If you don't log errors, warnings and debug information, how will you know what went wrong when the site goes down?
It is also a great way to monitor a site's operating 'health'.
If you are talking about log4j or something similar, you need it because it is better than prints. With prints, they are stuck in your code. With a logging framework, you can put the logging statements and configure your logging for each environment. So you see your debugs in your dev environment and your infos/warns/errors, but not the debugs, in another environment, or anything you want.
You dont need logging to see errors -- exceptions will show up in a stacktrace somewhere.
If you are talking about something different than log4j then I didn't understand the question
I would say a proper logging system is more helpful for maintaining the website after you "finish" your initial development.

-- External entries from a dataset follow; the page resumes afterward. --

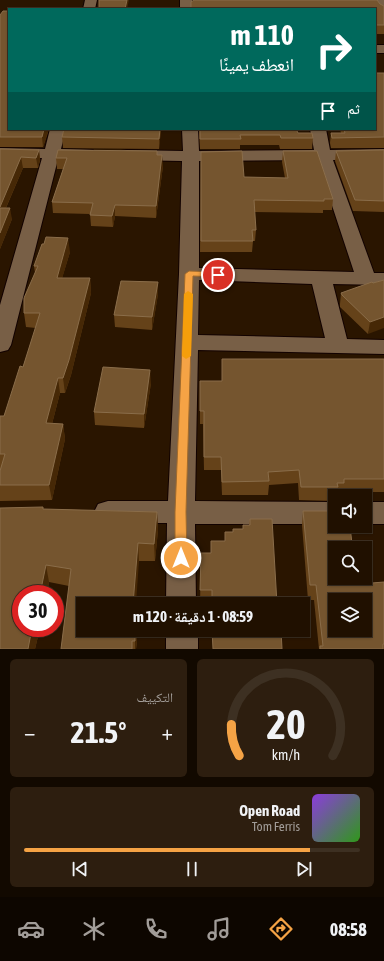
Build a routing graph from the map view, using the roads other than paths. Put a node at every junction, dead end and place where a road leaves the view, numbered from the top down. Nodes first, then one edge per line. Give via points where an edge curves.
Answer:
1 (379, 0) edge
2 (384, 9) edge
3 (58, 130) edge
4 (190, 130) edge
5 (318, 130) edge
6 (0, 153) edge
7 (52, 153) junction
8 (323, 154) junction
9 (384, 154) edge
10 (191, 156) junction
11 (189, 274) junction
12 (321, 278) junction
13 (375, 278) edge
14 (187, 342) junction
15 (0, 345) edge
16 (338, 346) junction
17 (384, 347) edge
18 (86, 512) edge
19 (181, 512) junction
20 (328, 513) edge
21 (372, 513) edge
22 (384, 513) edge
23 (181, 597) edge
24 (182, 637) edge
25 (182, 649) edge

1 - 2 street
3 - 7 street
4 - 10 street
5 - 8 street
6 - 7 street
7 - 10 street
7 - 15 street
8 - 9 street
8 - 10 street
8 - 13 street
10 - 11 street
11 - 12 street
11 - 14 street
12 - 13 street
12 - 16 street
14 - 16 street
14 - 19 street
16 - 17 street
18 - 19 street
19 - 20 street
19 - 23 street
21 - 22 street
24 - 25 street

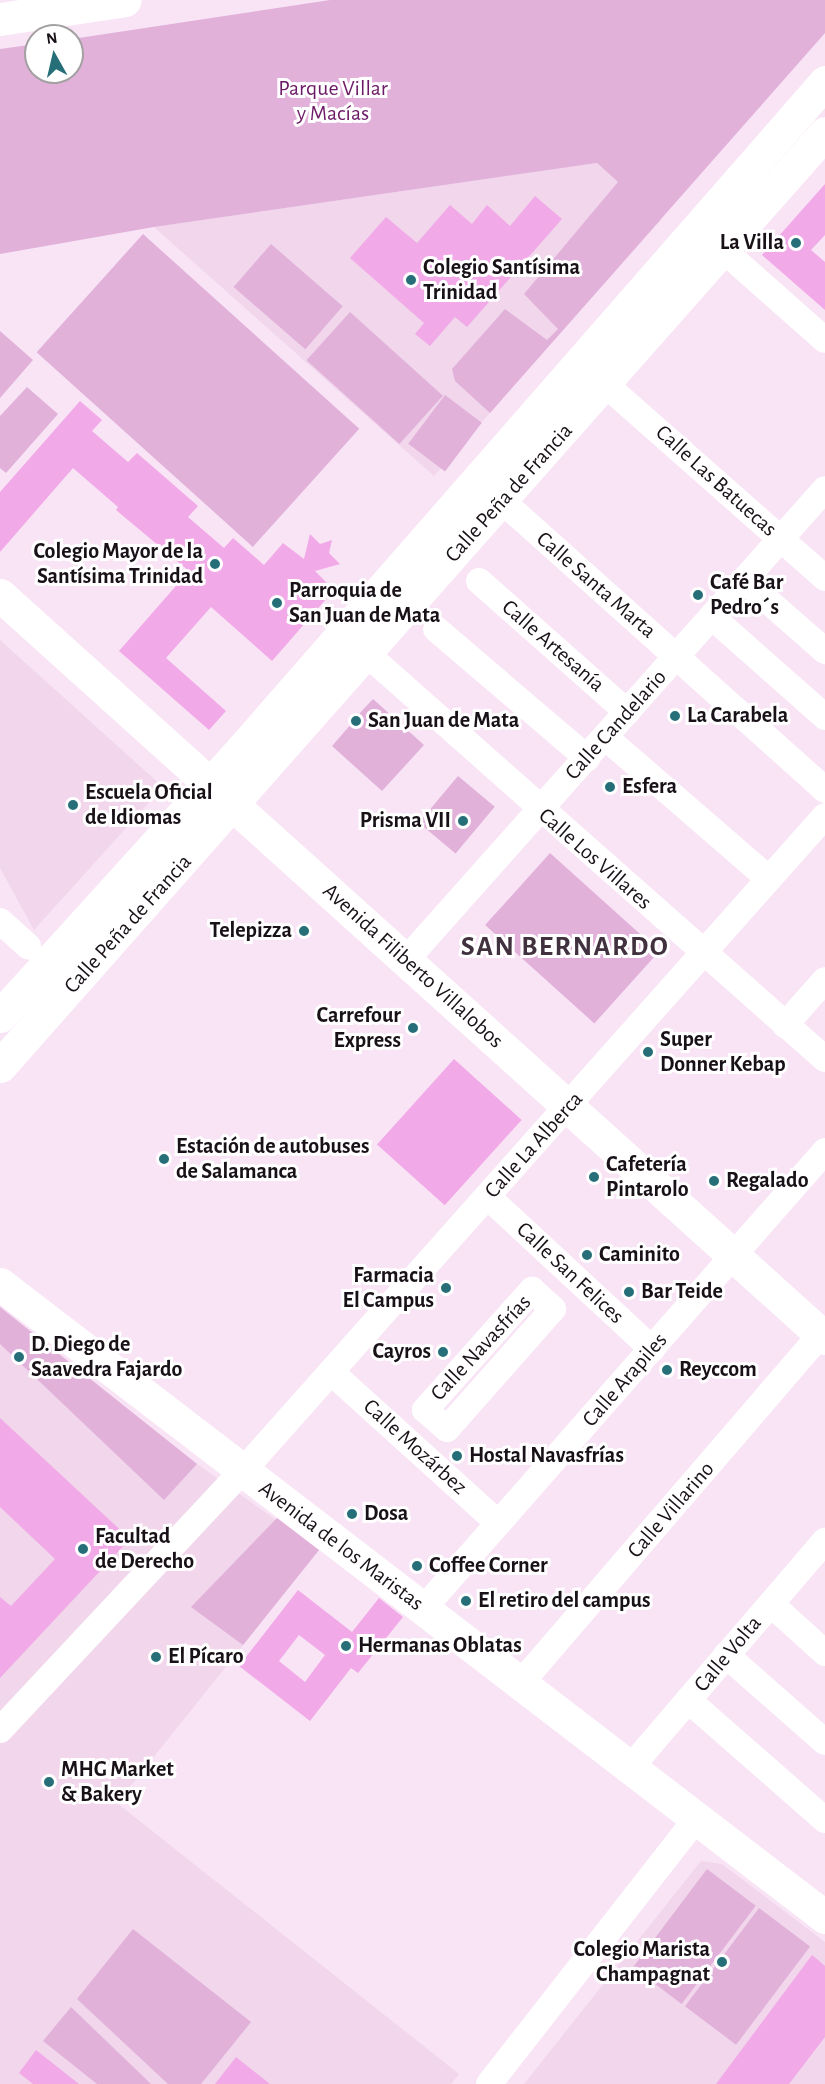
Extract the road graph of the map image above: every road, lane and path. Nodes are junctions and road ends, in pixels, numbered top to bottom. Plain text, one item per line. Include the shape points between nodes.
1 (125, 0) edge
2 (0, 20) edge
3 (825, 82) edge
4 (825, 133) edge
5 (722, 249) junction
6 (825, 340) edge
7 (606, 385) junction
8 (824, 493) edge
9 (501, 500) junction
10 (780, 539) junction
11 (825, 578) edge
12 (744, 580) junction
13 (479, 581) dead end
14 (0, 595) edge
15 (712, 617) junction
16 (435, 629) dead end
17 (825, 651) edge
18 (368, 655) junction
19 (675, 659) junction
20 (627, 712) junction
21 (825, 717) edge
22 (605, 737) junction
23 (586, 758) junction
24 (210, 782) junction
25 (825, 790) edge
26 (235, 805) junction
27 (540, 810) junction
28 (825, 816) edge
29 (769, 879) junction
30 (0, 921) edge
31 (28, 946) dead end
32 (703, 954) junction
33 (406, 960) junction
34 (825, 980) edge
35 (0, 1016) edge
36 (785, 1025) junction
37 (825, 1059) edge
38 (0, 1066) edge
39 (568, 1107) junction
40 (825, 1151) edge
41 (488, 1197) junction
42 (732, 1255) junction
43 (0, 1284) edge
44 (543, 1299) joint
45 (824, 1334) edge
46 (652, 1349) junction
47 (331, 1372) junction
48 (240, 1470) junction
49 (498, 1522) junction
50 (822, 1550) edge
51 (771, 1604) junction
52 (424, 1608) junction
53 (825, 1653) edge
54 (726, 1655) junction
55 (520, 1684) junction
56 (688, 1700) junction
57 (0, 1730) edge
58 (825, 1742) edge
59 (630, 1767) junction
60 (696, 1819) junction
61 (825, 1821) edge
62 (822, 1910) edge
63 (489, 2084) edge

1 - 2 main road
3 - 24 main road, Calle Peña de Francia
4 - 5 main road, Calle Peña de Francia
5 - 6 street
5 - 7 main road, Calle Peña de Francia
7 - 9 main road, Calle Peña de Francia
7 - 10 street, Calle Las Batuecas
8 - 10 street, Calle Candelario
9 - 18 main road, Calle Peña de Francia
9 - 19 street, Calle Santa Marta via 661,641
10 - 11 street, Calle Las Batuecas
10 - 12 street, Calle Candelario
12 - 15 street, Calle Candelario
12 - 17 street
13 - 20 street, Calle Artesanía
14 - 24 main road, Avenida Filiberto Villalobos
15 - 19 street, Calle Candelario
15 - 21 street
16 - 23 street
18 - 26 main road, Calle Peña de Francia
18 - 27 street, Calle Los Villares
19 - 20 street, Calle Candelario
19 - 25 street, Calle Santa Marta
20 - 22 street, Calle Candelario
22 - 23 street, Calle Candelario
22 - 29 street
23 - 27 street, Calle Candelario
24 - 26 main road, Avenida Filiberto Villalobos
24 - 35 main road, Calle Peña de Francia
26 - 33 main road, Avenida Filiberto Villalobos
26 - 38 main road, Calle Peña de Francia
27 - 32 street, Calle Los Villares
27 - 33 street, Calle Candelario
28 - 29 street, Calle La Alberca
29 - 32 street, Calle La Alberca
30 - 31 street
32 - 36 street, Calle Los Villares
32 - 39 street, Calle La Alberca
33 - 39 main road, Avenida Filiberto Villalobos
34 - 36 street
36 - 37 street, Calle Los Villares
39 - 41 street, Calle La Alberca
39 - 42 main road, Avenida Filiberto Villalobos
40 - 42 street, Calle Arapiles
41 - 46 street, Calle San Felices
41 - 47 street, Calle La Alberca
42 - 45 main road, Avenida Filiberto Villalobos
42 - 46 street, Calle Arapiles
43 - 48 main road, Avenida de los Maristas
44 - 44 street, Calle Navasfrías via 532,1290 425,1410 447,1429 553,1309
45 - 55 street, Calle Villarino
46 - 49 street, Calle Arapiles
47 - 48 street, Calle La Alberca
47 - 49 street, Calle Mozárbez
48 - 52 main road, Avenida de los Maristas
48 - 57 street, Calle La Alberca
49 - 52 street, Calle Arapiles
50 - 51 street, Calle Volta
51 - 53 street
51 - 54 street, Calle Volta
52 - 55 main road, Avenida de los Maristas
54 - 56 street, Calle Volta
54 - 58 street
55 - 59 main road, Avenida de los Maristas
56 - 59 street, Calle Volta
56 - 61 street
59 - 60 main road, Avenida de los Maristas
60 - 62 main road, Avenida de los Maristas
60 - 63 street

As others have stated before, a logging system "keeps" an eye constantly on whatever activities that are happening on your website, and makes a track in case there is anything goes wrong. You might say you never make any mistake when programming, but what if some customer makes a mistake?

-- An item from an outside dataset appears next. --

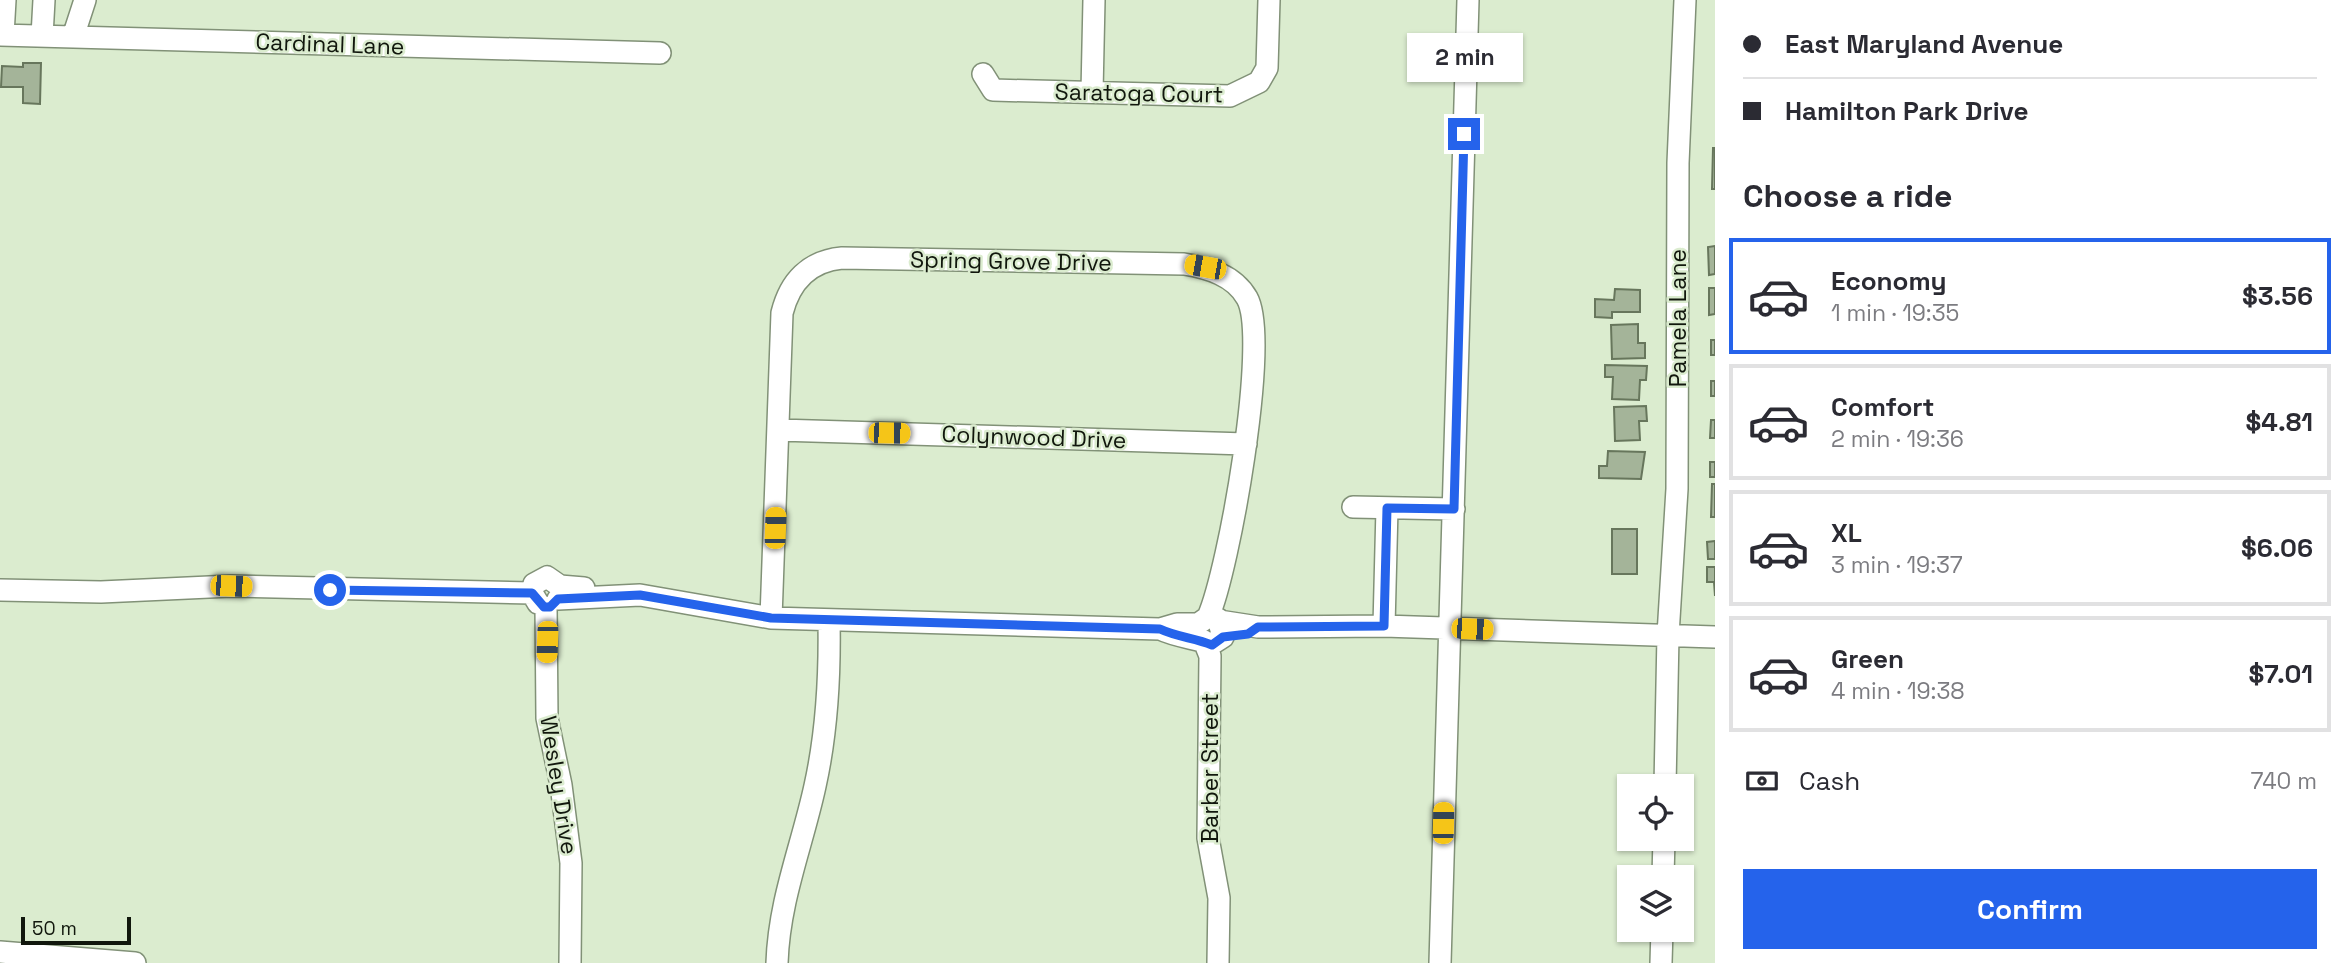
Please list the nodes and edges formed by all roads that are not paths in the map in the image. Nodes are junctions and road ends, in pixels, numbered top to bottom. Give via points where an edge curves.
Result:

I am working as a Technical Support role so I can tell you, the first thing that there is anything goes wrong, the log file and the log database would be the first thing to be checked.
Hope this helps. And good luck, wish you never need to see the log :)
This depends in part on the platform you're using. For instance, if you're using ASP.NET, then the built-in ASP.NET Health Monitoring already logs uncaught exceptions for you - there's nothing left for you to do.
I agree that the important points in the lifetime of your site should be made note of. I disagree that traditional text logging is the way to do it. Any logging that is the equivalent of what we used to do with "printf" statements is no better than those "printf" statements. We can do better than that today.
In particular (in the .NET environment), performance counters will often prove to be more useful than logging. Depending on the Operations environment, using WMI may be more appropriate. And in any case, it may be much better to "log" structured data than to log text that then needs to be parsed or else read by a human. "Logging" the context of a problem to an XML column in a database allows sophisticated queries to be performed later to better characterize what's been going on.
It may also be important that the logging is fast enough to use in Production (to some extent). On platforms that support it, .NET allows you to log using ETW, the same code used by device drivers to log. If it's fast enough for them, chances are it's fast enough for your web site.